Wednesday, August 19, 2009

"What's My Heritage: International Adoptions & the Culture Debate"

First, an apology. I am woefully overdue in posting here at Pack of Three. The good news is that all is well with our happy pack. In fact, as much as the past school year had its challenges, the summer seems to have delivered -- in direct opposition and proportion to the school year -- more than its share of joys. My daughter's favorite t-shirt and personal motto these days? Life is Good.

I have to concur. I'm not immune to a hormonal moment or two, but the truth is, its all too easy to forget and take for granted just how blessed we are.

Until the school year is well underway (and mom makes more progress on the job front,) I won't have a lot of time for blog posts. Nevertheless, I had to check in and share a link to a wonderfully insightful, honest, thought-provoking article written by Martha Nichols, published this summer in BRAIN, CHILD: "What's My Heritage: International Adoptions and the Culture Debate."

Martha and her husband adopted their son Nicholas from Vietnam in 2003. She writes about Nicholas' ambivalence toward his birth country and culture and, more specifically, writes about her own struggle to find the right balance in helping acquaint her son (and family) with Nicholas' birth country and culture, addressing thorny issues of race and identity.

How much should we do as parents? How far do you take it -- or push it?

It's a balancing act most parents of internationally adopted children struggle with. We know, based on the overwhelming evidence shared by previous generations of Korean-American adoptees, that we ignore these questions of race and culture at our child's peril. But Nichols raises another interesting question: Has the current generation of parents of internationally adopted children really figured out the best or healthiest way to address these issues? The options -- and pitfalls -- are many.

Some families purchase cheese-y costumes and trinkets. Others enroll their children in a myriad of dance classes, language classes, craft classes, caligraphy classes, even martial arts classes. Others drop in once a year for a token New Year's or other celebration. These efforts are all made in earnest. But Nichols asks the uncomfortable question if culture is really a matter of consuming a couple of commercial pre-packaged trinkets, if its a series of classes, a one-time event, or an annual weekend retreat.

How many of us reach for these things as quick, easy answers so, in busy, overscheduled lives, we can assuage a guilty conscience and check off the "culture" box? Nichols calls it "Culture-lite."

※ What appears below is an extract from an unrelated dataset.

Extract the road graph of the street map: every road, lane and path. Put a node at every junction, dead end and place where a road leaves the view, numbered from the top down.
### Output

My guess is most adoptive parents sense, like Nichols, that culture and identity tend to be something both more subtle -- and more elusive, something that's woven into everyday life. It's the language we speak, the foods we eat, the faces we see, the little day in and day out, or seasonal, rituals.

So how do we as parents capture something as elusive as this and make it accessible to our children, especially when that second culture may be as foreign to us as it is to our children?

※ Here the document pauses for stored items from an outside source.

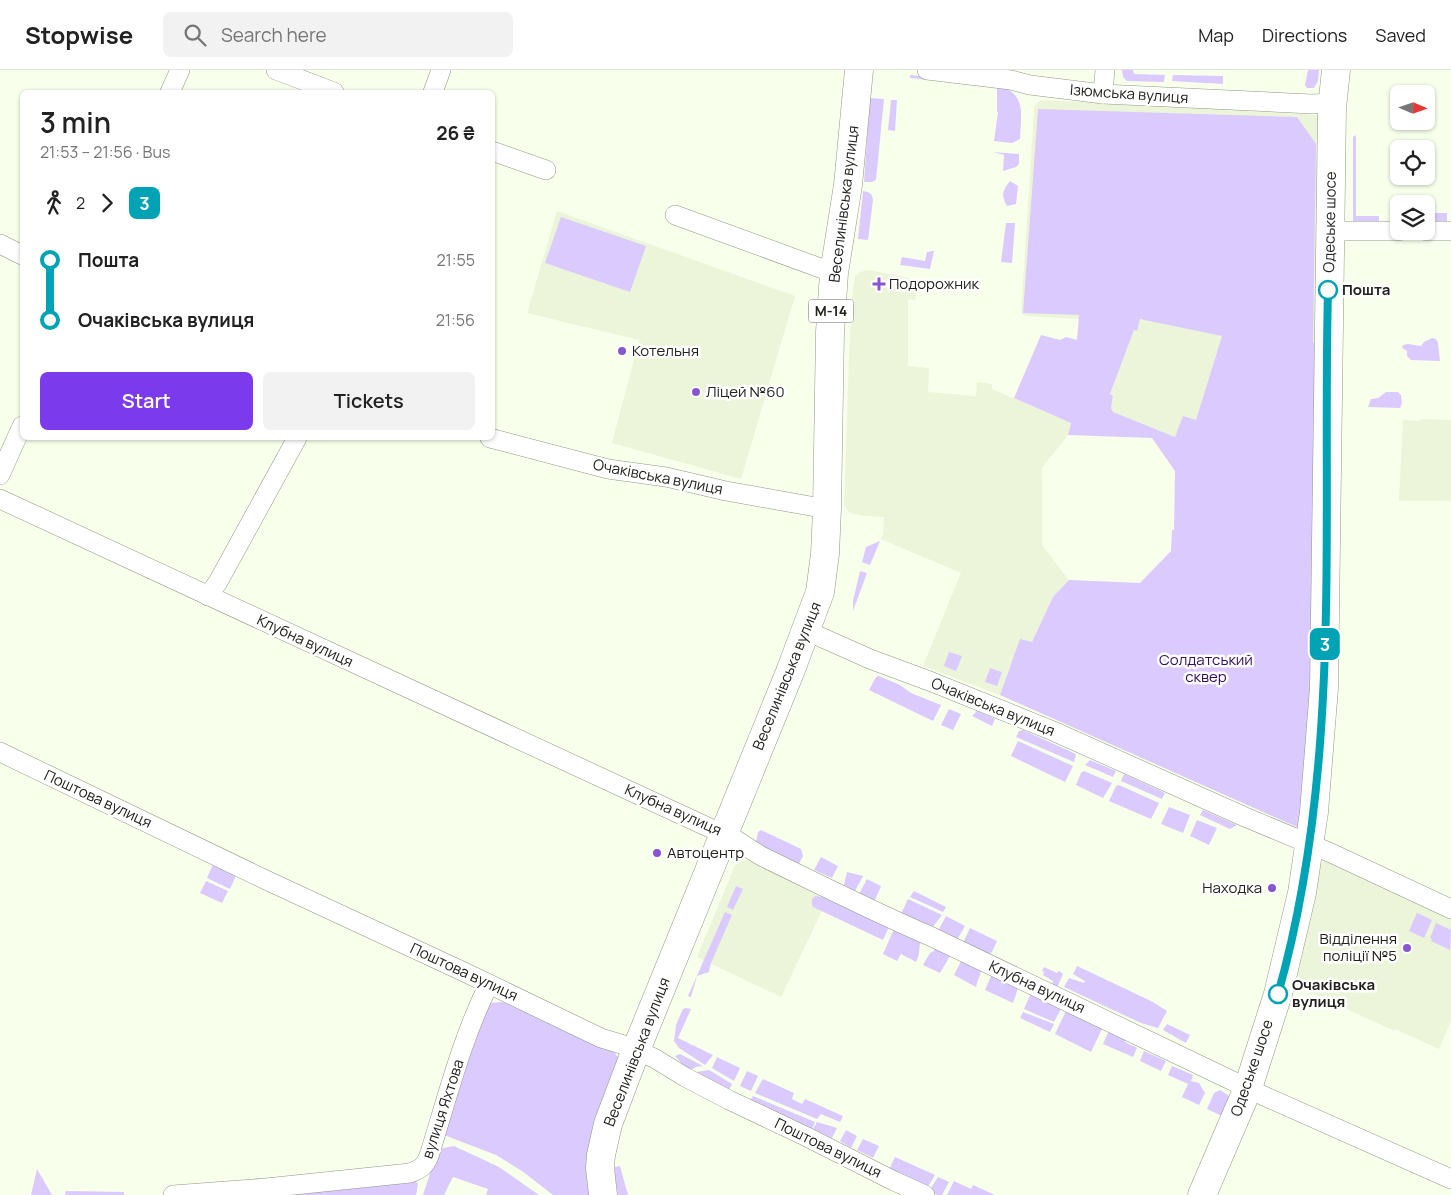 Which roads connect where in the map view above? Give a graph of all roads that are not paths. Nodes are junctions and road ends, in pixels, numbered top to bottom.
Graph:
1 (180, 70) edge
2 (276, 70) edge
3 (441, 70) edge
4 (858, 70) edge
5 (927, 70) edge
6 (1105, 70) edge
7 (1336, 70) edge
8 (171, 90) edge
9 (329, 90) edge
10 (434, 90) edge
11 (1103, 94) junction
12 (1332, 102) junction
13 (495, 152) edge
14 (546, 170) dead end
15 (675, 215) dead end
16 (1330, 231) junction
17 (1390, 231) edge
18 (1435, 231) edge
19 (1451, 231) edge
20 (0, 244) edge
21 (20, 254) edge
22 (834, 273) junction
23 (20, 430) edge
24 (495, 439) edge
25 (296, 440) edge
26 (0, 475) edge
27 (0, 499) edge
28 (827, 509) junction
29 (208, 596) junction
30 (807, 631) junction
31 (0, 752) edge
32 (725, 832) junction
33 (1310, 844) junction
34 (1451, 909) edge
35 (489, 984) junction
36 (636, 1050) junction
37 (1248, 1088) junction
38 (1451, 1179) edge
39 (173, 1195) edge
40 (603, 1195) edge
41 (925, 1195) edge
42 (1202, 1195) edge

1 - 8 street
2 - 9 street
3 - 10 street
4 - 22 highway, Веселинівська вулиця / М-14
5 - 11 street, Ізюмська вулиця
6 - 11 street
7 - 12 highway, Одеське шосе
11 - 12 street, Ізюмська вулиця
12 - 16 highway, Одеське шосе
13 - 14 street
15 - 22 street
16 - 17 street
16 - 33 highway, Одеське шосе
18 - 19 street
20 - 21 street
22 - 28 highway, Веселинівська вулиця / М-14
23 - 26 street
24 - 28 street, Очаківська вулиця
25 - 29 street
27 - 29 street, Клубна вулиця
28 - 30 highway, Веселинівська вулиця / М-14
29 - 32 street, Клубна вулиця
30 - 32 highway, Веселинівська вулиця / М-14
30 - 33 street, Очаківська вулиця
31 - 35 street, Поштова вулиця
32 - 36 highway, Веселинівська вулиця / М-14
32 - 37 street, Клубна вулиця
33 - 34 street, Очаківська вулиця
33 - 37 highway, Одеське шосе
35 - 36 street, Поштова вулиця
35 - 39 street, вулиця Яхтова
36 - 40 highway, Веселинівська вулиця / М-14
36 - 41 street, Поштова вулиця
37 - 38 street, Клубна вулиця
37 - 42 highway, Одеське шосе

Nichols acknowledges that an imperfect effort is far better than no effort. And then, its important to look for those opportunities to make that culture -- in one form or another -- a more natural part of everyday life. Beyond that, for every child, for every family, the answers will be different. In the end, as parents, its our job to try and help our children bridge the gap and navigate a story that produces that mixed sense of identity and belonging.

At the very least, it takes a lot of listening, a lot of loving, along with a willingness to stretch beyond our normal comfort zone.

Nichols does a wonderful, thoughtful job exploring these issues.


johnsonweider said...

My kids will both be taking Russian classes this fall. Whether or not they learn Russian is not important to me. What is important to me is that they make a positive connection to the language of their country of birth. The rest can come. A year ago, my son wanted nothing to do with Russian lessons. I take it as a very good sign that he was willing to give this class a try. I feel that I can provide opportunities, but at the end of the day it will be up to the kids themselves to decide how much they want to incorporate in their lives.

koreanirishmom said...

As the mother of 2 Korean sons now 25 and 22 I couldn't agree more with the above comment. I wish though when they were younger I had the internet so that info. was there at my fingertips. They have grown up in the white mid-west. Families like ours joined forces and did the best we could with the resources we had. Sometimes my husband and I toyed with the idea of moving to one of coasts to be near more diversity..but despite it all our sons have continued to stumble and thrive and teach the community to be more tolerant and accepting of families like theirs...they have paved the way for the ones who arrived all these past 20+ yrs. Like many mothers I have wiped away tears of anger and sadness at being called names or teased that "they" are not your "real' parents. Living through the teenage years of desperately wanting a girlfriend. I knew in my heart that at that age everyone wants to fit in and dating an Asian boy is not fitting in but as you grow older and go to college the world will open up a bit to your handsome face and someone special will love you for you. It is an honor and blessing to be their mom. One has met his birth family and is teaching in Korea and is still proud to be an American. The other still struggles everyday with where he belongs but I think understands the sacrifice his mother made for him 22 yrs. ago. We all strive for acceptance in this world... for some it is an easier road than others. As their mother I sometimes still fall asleep with tears in my eyes... wishing it would've been different for them Your blog is thoughtful and loving...I especially liked the entry about dads...all of you are lucky to have each other.